An Experimental Investigation of Auditors' Liability: Implications for Social Welfare and Exploration of Deviations from Theoretical Predictions
Posted: 8 Feb 2000
Date Written: February 3, 2000
This paper reports the results of an experiment designed to test the Schwartz (1997) model which makes predictions about audit quality, investments, and social welfare. The setting we investigate is a two-person strategic auditing game in which auditor-subjects select a level of audit quality and investor-subjects select an investment level. The combination of audit quality and investment determined social welfare. We investigate four legal regimes, each consists of a liability rule (strict or negligence) and a damage measure (out-of-pocket or independent-of-investment). We predict, based on Schwartz (1997), that three of the regimes would induce audit quality and investment choices that maximize social welfare, while the fourth regime that consists of a strict liability rule and an out-of-pocket damage measure (Strict/OOP) results in lower social welfare because of excessive investment.
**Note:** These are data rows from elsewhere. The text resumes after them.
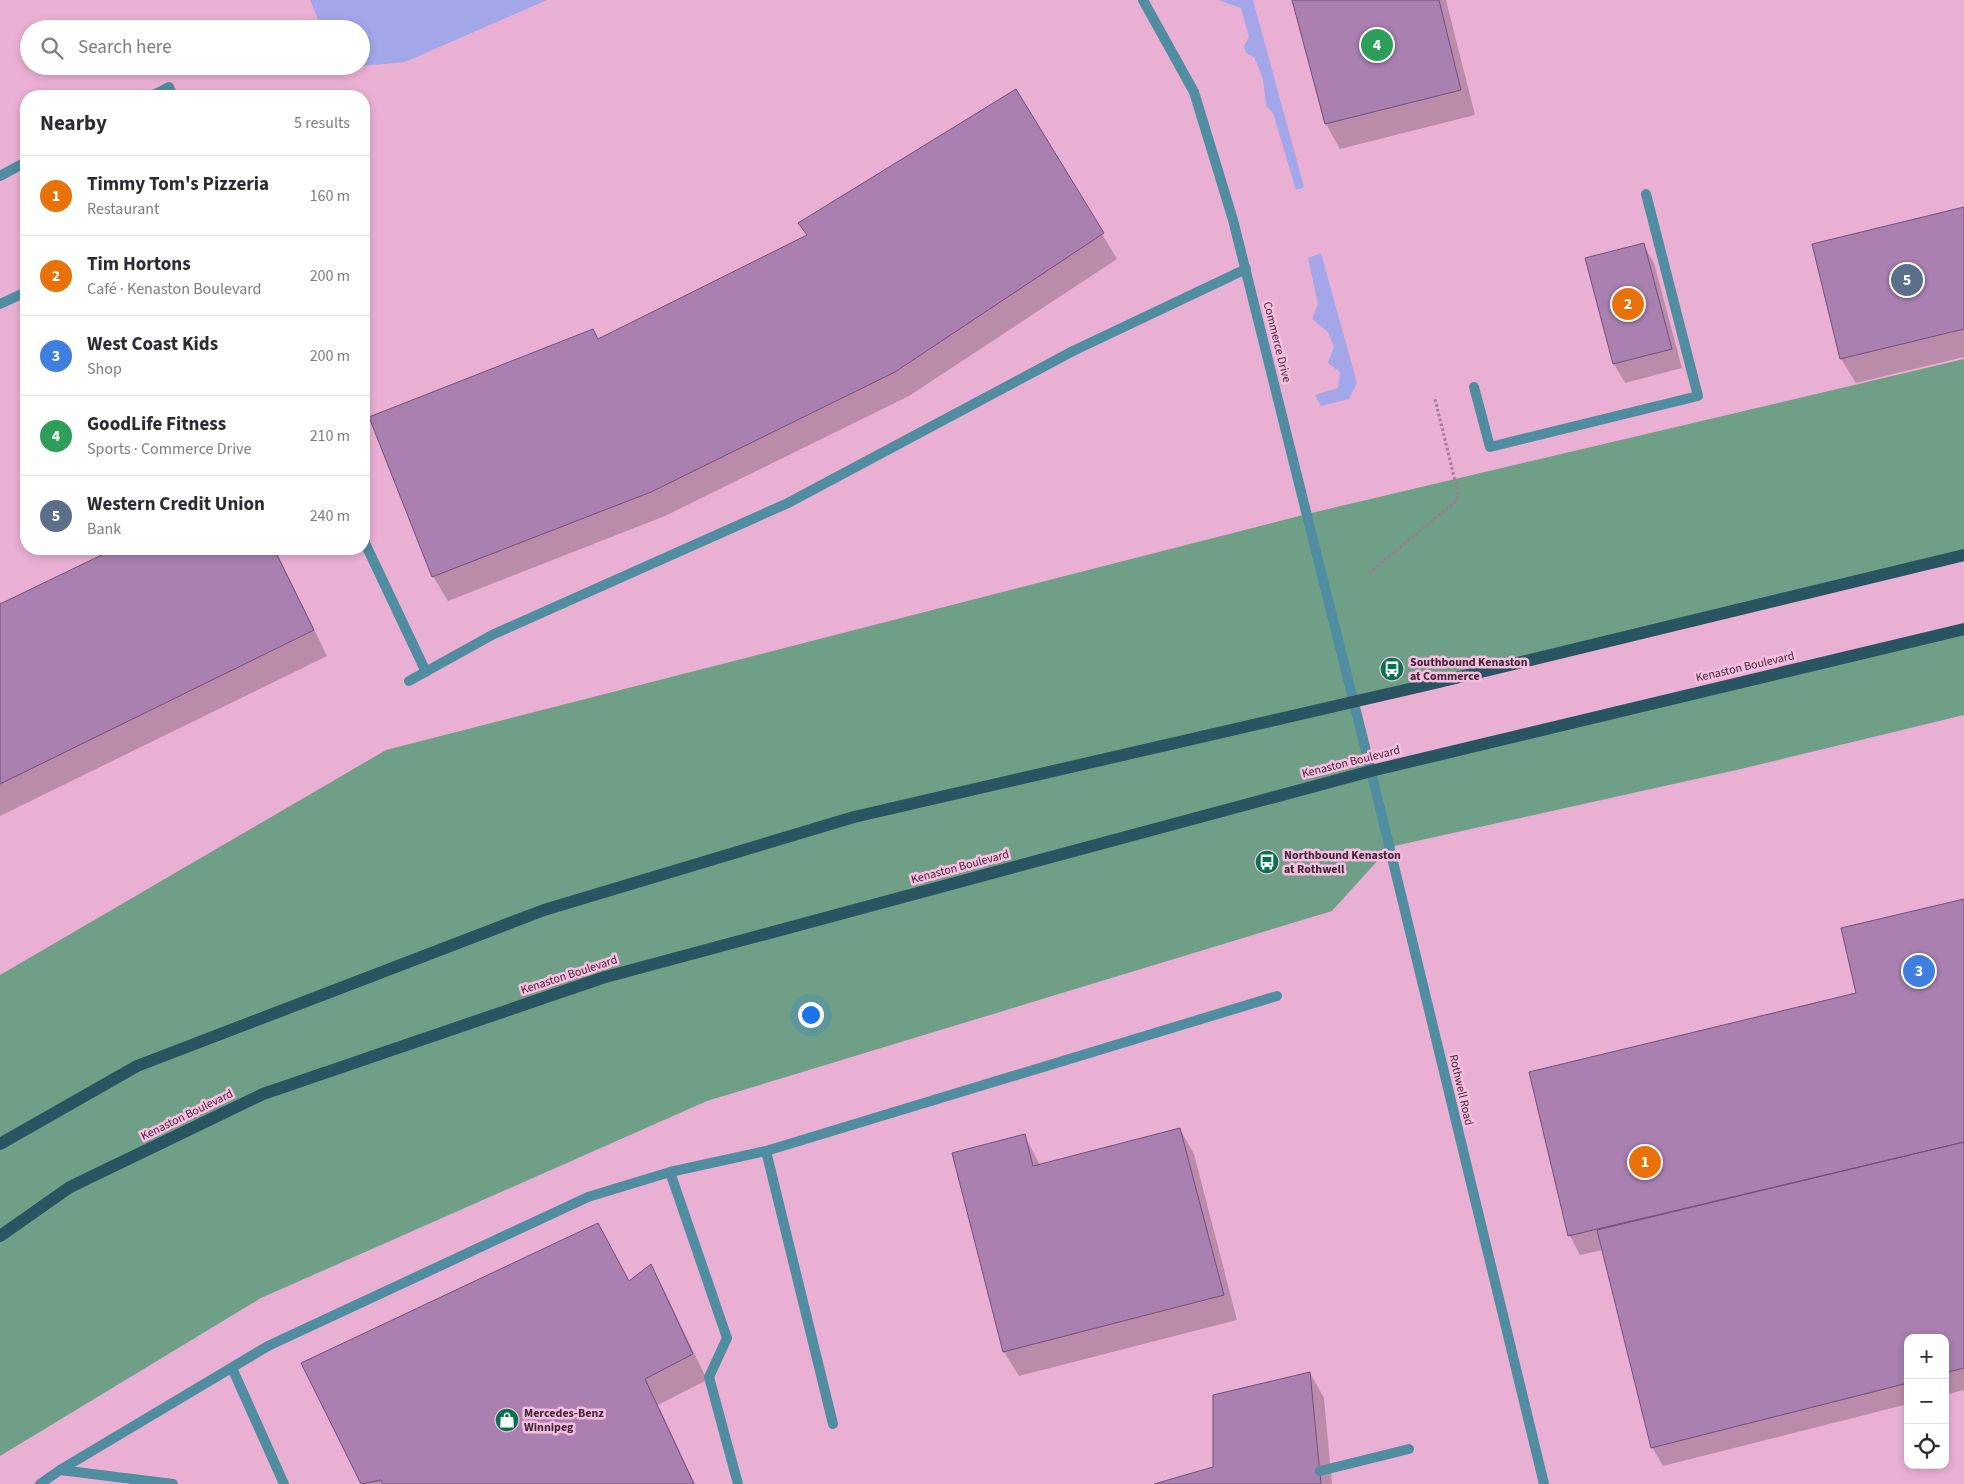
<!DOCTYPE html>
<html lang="en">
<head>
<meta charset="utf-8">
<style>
	body { margin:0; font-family:"Source Sans 3",sans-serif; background:#f7f7f7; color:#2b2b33 }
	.controls { position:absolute; right:15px; bottom:15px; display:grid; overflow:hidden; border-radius:10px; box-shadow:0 2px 8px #0003 }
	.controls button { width:45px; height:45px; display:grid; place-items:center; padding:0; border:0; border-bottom:1px solid #e1e1e2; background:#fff; color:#2b2b33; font:25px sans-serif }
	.you { position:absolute; left:810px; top:1014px; width:18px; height:18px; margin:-12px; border:4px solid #fff; border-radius:50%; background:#1a73e8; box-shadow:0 0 0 8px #1a73e833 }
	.badge { display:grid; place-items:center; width:32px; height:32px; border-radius:50%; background:#2563eb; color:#fff; font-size:16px; font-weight:700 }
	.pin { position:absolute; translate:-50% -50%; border:2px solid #fff; box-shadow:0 1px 5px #0006 }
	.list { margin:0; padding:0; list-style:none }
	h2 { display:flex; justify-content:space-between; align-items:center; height:65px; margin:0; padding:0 20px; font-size:21px }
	h2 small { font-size:16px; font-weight:400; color:#7c7c81 }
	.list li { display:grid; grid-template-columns:32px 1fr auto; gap:15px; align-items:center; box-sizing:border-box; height:80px; padding:0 20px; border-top:1px solid #e1e1e2 }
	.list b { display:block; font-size:19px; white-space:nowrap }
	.list p { margin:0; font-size:16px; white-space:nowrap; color:#7c7c81 }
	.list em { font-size:16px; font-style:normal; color:#7c7c81 }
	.icon { flex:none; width:28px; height:28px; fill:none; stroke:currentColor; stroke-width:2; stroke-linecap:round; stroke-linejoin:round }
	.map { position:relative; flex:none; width:1964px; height:1484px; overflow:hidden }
	.search { position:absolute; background:#fff; box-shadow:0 2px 8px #0003; left:20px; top:20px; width:350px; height:55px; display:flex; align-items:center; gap:12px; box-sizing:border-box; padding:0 18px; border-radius:28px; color:#7c7c81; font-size:19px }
	.panel { position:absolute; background:#fff; box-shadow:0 2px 8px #0003; left:20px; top:90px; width:350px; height:465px; border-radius:20px }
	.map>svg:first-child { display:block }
</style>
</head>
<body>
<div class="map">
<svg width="1964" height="1484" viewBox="0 0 1964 1484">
	<rect width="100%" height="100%" fill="#eab0d4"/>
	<path fill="#6fa087" d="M1964,359V555L1354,702L1371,770L1964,631V715L1741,769L1390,847L1332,911L707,1101L261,1298L0,1456V975L386,750L1307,514Z"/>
	<path fill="#a3a7e9" d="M310,0H547L405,62L361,66V29H322Z
		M1218,0H1253L1304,187L1296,190L1273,113L1266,106L1263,79L1254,57L1246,53L1244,46L1249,37L1241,8Z
		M1321,253L1357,383L1349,399L1321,406L1315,395L1338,388L1340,372L1328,363L1334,347L1328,332L1312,319L1318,304L1308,258Z"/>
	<path fill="#0003" d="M1293,0H1446L1475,115L1340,149L1326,124Z
		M1016,91L1117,259L909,396L665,516L448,601L433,576L371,417L598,340L808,236Z
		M1964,209V357L1856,383L1841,359Z
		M1643,244L1654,263L1682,368L1625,383L1614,364L1587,259Z
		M116,549H275L327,656L0,816V606Z
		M1964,900V1390L1945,1395V1338H1908V1404L1663,1466L1652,1447L1603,1250L1580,1255L1570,1236L1530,1073L1858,994Z
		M1180,1129L1194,1154L1237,1320L1019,1376L1004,1352L953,1154L1024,1135L1040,1165Z
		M650,1266L664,1290L707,1380L658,1405L695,1484H362L303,1363L629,1282Z
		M1310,1373L1324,1398L1332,1484H1158L1214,1468Z"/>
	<path fill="#a980b0" stroke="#744f7b" d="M1292,0H1439L1461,90L1325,124Z
		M1016,89L1104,233L895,372L651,492L432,577L369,417L593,329L598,339L807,235L798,223Z
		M1964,207V329L1840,359L1812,244Z
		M1644,243L1672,349L1613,364L1585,258Z
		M114,549H274L314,630L0,784V604Z
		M1964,899V1142L1568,1236L1529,1072L1856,993L1841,928Z
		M1180,1128L1224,1295L1003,1352L952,1153L1025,1134L1033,1166Z
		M1964,1142V1368L1945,1373V1338H1908V1383L1651,1448L1597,1230Z
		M598,1223L629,1281L651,1264L693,1354L645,1379L694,1484H383L381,1480L361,1484L301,1363Z
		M1310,1372L1321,1484H1154L1213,1467V1395Z"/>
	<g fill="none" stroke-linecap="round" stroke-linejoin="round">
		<path stroke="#a57994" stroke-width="3" stroke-dasharray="2.5 2.5" stroke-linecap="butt" d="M1369,573L1455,502L1458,493L1435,399"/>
		<path stroke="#508da0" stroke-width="10" d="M152,96L169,87L173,96
			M0,176L26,162
			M0,304L26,292
			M1474,387L1490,447L1698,396L1646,194
			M364,541L426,672
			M409,681L492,635L788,503L1073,351L1246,269
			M766,1151L833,1424
			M670,1172L727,1338L709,1377L738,1484
			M232,1368L284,1484
			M60,1470L173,1484
			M1320,1471L1409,1449
			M40,1484L60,1470L268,1346L588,1197L670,1172L766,1151L1277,996"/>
		<path stroke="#508da0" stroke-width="10" d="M1143,0L1194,92L1233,220L1371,771L1544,1484"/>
		<path stroke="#295461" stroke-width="12" d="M0,1144L137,1066L544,910L854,817L1435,683L1964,555
			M0,1236L70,1187L263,1094L602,978L1371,771L1964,629"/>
	</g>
	<defs>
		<g id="bus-disc" transform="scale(1.25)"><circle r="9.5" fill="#05744d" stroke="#f8bde1"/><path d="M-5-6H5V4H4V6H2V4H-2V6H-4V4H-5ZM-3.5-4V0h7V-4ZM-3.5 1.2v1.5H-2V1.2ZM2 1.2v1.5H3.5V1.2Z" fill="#fff"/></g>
		<g id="shop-disc" transform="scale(1.25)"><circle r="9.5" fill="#05744d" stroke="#f8bde1"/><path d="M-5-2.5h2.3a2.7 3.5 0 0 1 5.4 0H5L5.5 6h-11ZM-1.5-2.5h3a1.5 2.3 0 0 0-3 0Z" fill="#fff"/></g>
	</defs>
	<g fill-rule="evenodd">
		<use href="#bus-disc" x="1392" y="669"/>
		<use href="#bus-disc" x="1267" y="862"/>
		<use href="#shop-disc" x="507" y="1420"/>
	</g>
	<g text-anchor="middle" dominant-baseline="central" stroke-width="5" stroke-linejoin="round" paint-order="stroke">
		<g font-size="12" fill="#3e2735" stroke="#f8bde1">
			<text transform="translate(1277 342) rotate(76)">Commerce Drive</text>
			<text transform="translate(1745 667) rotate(-13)">Kenaston Boulevard</text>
			<text transform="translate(1351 762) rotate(-14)">Kenaston Boulevard</text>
			<text transform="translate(960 867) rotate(-15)">Kenaston Boulevard</text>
			<text transform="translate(569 975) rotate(-18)">Kenaston Boulevard</text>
			<text transform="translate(1461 1090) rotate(77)">Rothwell Road</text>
			<text transform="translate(187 1115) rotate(-26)">Kenaston Boulevard</text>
		</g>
		<g font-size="12" font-weight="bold" fill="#3e2735" stroke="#f8bde1" text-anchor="start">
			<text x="1410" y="662">Southbound Kenaston<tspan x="1410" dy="14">at Commerce</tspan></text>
			<text x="1284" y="855">Northbound Kenaston<tspan x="1284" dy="14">at Rothwell</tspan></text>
			<text x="524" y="1413">Mercedes-Benz<tspan x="524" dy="14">Winnipeg</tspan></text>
		</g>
	</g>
</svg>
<div class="controls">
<button>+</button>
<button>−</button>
<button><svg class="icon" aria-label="locate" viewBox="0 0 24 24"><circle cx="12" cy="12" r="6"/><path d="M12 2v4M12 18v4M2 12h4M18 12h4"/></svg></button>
</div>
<div class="you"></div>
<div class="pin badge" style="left:1645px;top:1162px;background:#e8710a">1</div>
<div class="pin badge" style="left:1628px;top:304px;background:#e8710a">2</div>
<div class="pin badge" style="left:1919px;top:971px;background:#3f7fe0">3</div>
<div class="pin badge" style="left:1377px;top:45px;background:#2e9e5b">4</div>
<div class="pin badge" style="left:1907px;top:280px;background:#5c6f8a">5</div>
<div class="search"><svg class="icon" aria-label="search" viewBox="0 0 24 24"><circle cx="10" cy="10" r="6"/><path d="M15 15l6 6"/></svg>Search here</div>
<section class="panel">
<h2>Nearby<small>5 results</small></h2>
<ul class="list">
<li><span class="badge" style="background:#e8710a">1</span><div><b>Timmy Tom's Pizzeria</b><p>Restaurant</p></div><em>160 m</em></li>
<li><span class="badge" style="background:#e8710a">2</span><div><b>Tim Hortons</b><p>Café · Kenaston Boulevard</p></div><em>200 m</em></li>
<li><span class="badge" style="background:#3f7fe0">3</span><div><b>West Coast Kids</b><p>Shop</p></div><em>200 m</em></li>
<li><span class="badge" style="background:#2e9e5b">4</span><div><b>GoodLife Fitness</b><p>Sports · Commerce Drive</p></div><em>210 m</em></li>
<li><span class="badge" style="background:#5c6f8a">5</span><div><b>Western Credit Union</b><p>Bank</p></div><em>240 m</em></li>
</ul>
</section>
</div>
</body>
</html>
We do not find significant differences in the social welfare across the four legal regimes, which is contrary to the theoretical predictions. However, we find that in the Strict/OOP regime payoffs to investors are significantly higher and payoffs to auditors are significantly lower than in the other three regimes. Thus, if the objective of policy makers is to maximize efficiency, all four regimes are equally desirable. But, if wealth distribution and equity issues are important to policy makers, the Strict/OOP regime may be less desirable, unless auditors can offset the increased liability by sufficient increases in audit fees. We also explore whether subjects' deviations from the predicted actions can be explained by the subjects' limited ability in anticipating their counterparts' actions. We find that the auditors' low payoffs in the Strict/OOP regime cannot be justified with this explanation because auditors' anticipated investments most accurately in that regime. Thus, the deviations of subjects' actions from the predictions are due to choosing actions that do not maximize expected wealth, in spite of correctly anticipating investment levels and potential damages.